>>>
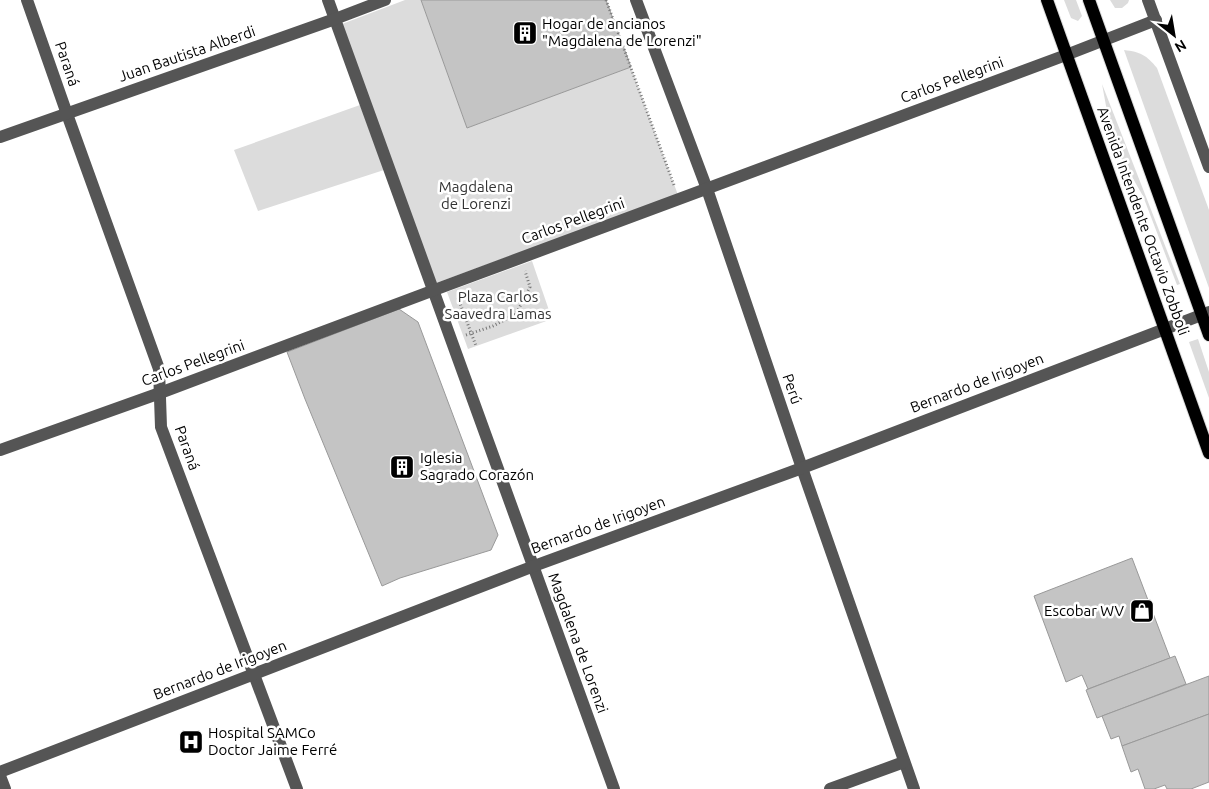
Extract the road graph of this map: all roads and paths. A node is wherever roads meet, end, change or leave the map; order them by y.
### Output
1 (27, 0) edge
2 (328, 0) edge
3 (385, 0) edge
4 (606, 0) edge
5 (636, 0) edge
6 (1046, 0) edge
7 (1089, 0) edge
8 (1148, 0) edge
9 (335, 19) junction
10 (1156, 20) junction
11 (1104, 40) junction
12 (1066, 55) junction
13 (67, 114) junction
14 (0, 137) edge
15 (1208, 161) edge
16 (675, 186) dead end
17 (707, 189) junction
18 (524, 264) dead end
19 (434, 290) junction
20 (457, 295) dead end
21 (1205, 313) edge
22 (1165, 329) junction
23 (472, 334) junction
24 (463, 336) dead end
25 (1209, 336) edge
26 (476, 346) dead end
27 (160, 393) junction
28 (0, 450) edge
29 (1209, 453) edge
30 (802, 468) junction
31 (534, 566) junction
32 (254, 674) junction
33 (904, 762) junction
34 (0, 772) edge
35 (0, 776) edge
36 (5, 789) edge
37 (297, 789) edge
38 (614, 789) edge
39 (830, 789) edge
40 (914, 789) edge

1 - 13 street, Paraná
2 - 9 street, Magdalena de Lorenzi
3 - 9 street, Juan Bautista Alberdi
4 - 16 path
5 - 17 street, Perú
6 - 12 main road, Avenida Intendente Octavio Zobboli
7 - 11 main road, Avenida Intendente Octavio Zobboli
8 - 10 street
9 - 13 street, Juan Bautista Alberdi
9 - 19 street, Magdalena de Lorenzi
10 - 11 street, Carlos Pellegrini
10 - 15 street
11 - 12 street, Carlos Pellegrini
11 - 21 main road, Avenida Intendente Octavio Zobboli
12 - 17 street, Carlos Pellegrini
12 - 22 main road, Avenida Intendente Octavio Zobboli
13 - 14 street, Juan Bautista Alberdi
13 - 27 street, Paraná
17 - 19 street, Carlos Pellegrini
17 - 30 street, Perú
18 - 23 path
19 - 27 street, Carlos Pellegrini
19 - 31 street, Magdalena de Lorenzi
20 - 23 path
21 - 22 street, Bernardo de Irigoyen
21 - 25 main road, Avenida Intendente Octavio Zobboli
22 - 29 main road, Avenida Intendente Octavio Zobboli
22 - 30 street, Bernardo de Irigoyen
23 - 24 path
23 - 26 path
27 - 28 street, Carlos Pellegrini
27 - 32 street, Paraná
30 - 31 street, Bernardo de Irigoyen
30 - 33 street, Perú
31 - 32 street, Bernardo de Irigoyen
31 - 38 street, Magdalena de Lorenzi
32 - 34 street, Bernardo de Irigoyen
32 - 37 street, Paraná
33 - 39 street
33 - 40 street, Perú
35 - 36 street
<<<
Work to be completed:
Restate, word for word, the entries above, dropping any picture.

Written answer:
Extract the road graph of this map: all roads and paths. A node is wherever roads meet, end, change or leave the map; order them by y.
### Output
1 (27, 0) edge
2 (328, 0) edge
3 (385, 0) edge
4 (606, 0) edge
5 (636, 0) edge
6 (1046, 0) edge
7 (1089, 0) edge
8 (1148, 0) edge
9 (335, 19) junction
10 (1156, 20) junction
11 (1104, 40) junction
12 (1066, 55) junction
13 (67, 114) junction
14 (0, 137) edge
15 (1208, 161) edge
16 (675, 186) dead end
17 (707, 189) junction
18 (524, 264) dead end
19 (434, 290) junction
20 (457, 295) dead end
21 (1205, 313) edge
22 (1165, 329) junction
23 (472, 334) junction
24 (463, 336) dead end
25 (1209, 336) edge
26 (476, 346) dead end
27 (160, 393) junction
28 (0, 450) edge
29 (1209, 453) edge
30 (802, 468) junction
31 (534, 566) junction
32 (254, 674) junction
33 (904, 762) junction
34 (0, 772) edge
35 (0, 776) edge
36 (5, 789) edge
37 (297, 789) edge
38 (614, 789) edge
39 (830, 789) edge
40 (914, 789) edge

1 - 13 street, Paraná
2 - 9 street, Magdalena de Lorenzi
3 - 9 street, Juan Bautista Alberdi
4 - 16 path
5 - 17 street, Perú
6 - 12 main road, Avenida Intendente Octavio Zobboli
7 - 11 main road, Avenida Intendente Octavio Zobboli
8 - 10 street
9 - 13 street, Juan Bautista Alberdi
9 - 19 street, Magdalena de Lorenzi
10 - 11 street, Carlos Pellegrini
10 - 15 street
11 - 12 street, Carlos Pellegrini
11 - 21 main road, Avenida Intendente Octavio Zobboli
12 - 17 street, Carlos Pellegrini
12 - 22 main road, Avenida Intendente Octavio Zobboli
13 - 14 street, Juan Bautista Alberdi
13 - 27 street, Paraná
17 - 19 street, Carlos Pellegrini
17 - 30 street, Perú
18 - 23 path
19 - 27 street, Carlos Pellegrini
19 - 31 street, Magdalena de Lorenzi
20 - 23 path
21 - 22 street, Bernardo de Irigoyen
21 - 25 main road, Avenida Intendente Octavio Zobboli
22 - 29 main road, Avenida Intendente Octavio Zobboli
22 - 30 street, Bernardo de Irigoyen
23 - 24 path
23 - 26 path
27 - 28 street, Carlos Pellegrini
27 - 32 street, Paraná
30 - 31 street, Bernardo de Irigoyen
30 - 33 street, Perú
31 - 32 street, Bernardo de Irigoyen
31 - 38 street, Magdalena de Lorenzi
32 - 34 street, Bernardo de Irigoyen
32 - 37 street, Paraná
33 - 39 street
33 - 40 street, Perú
35 - 36 street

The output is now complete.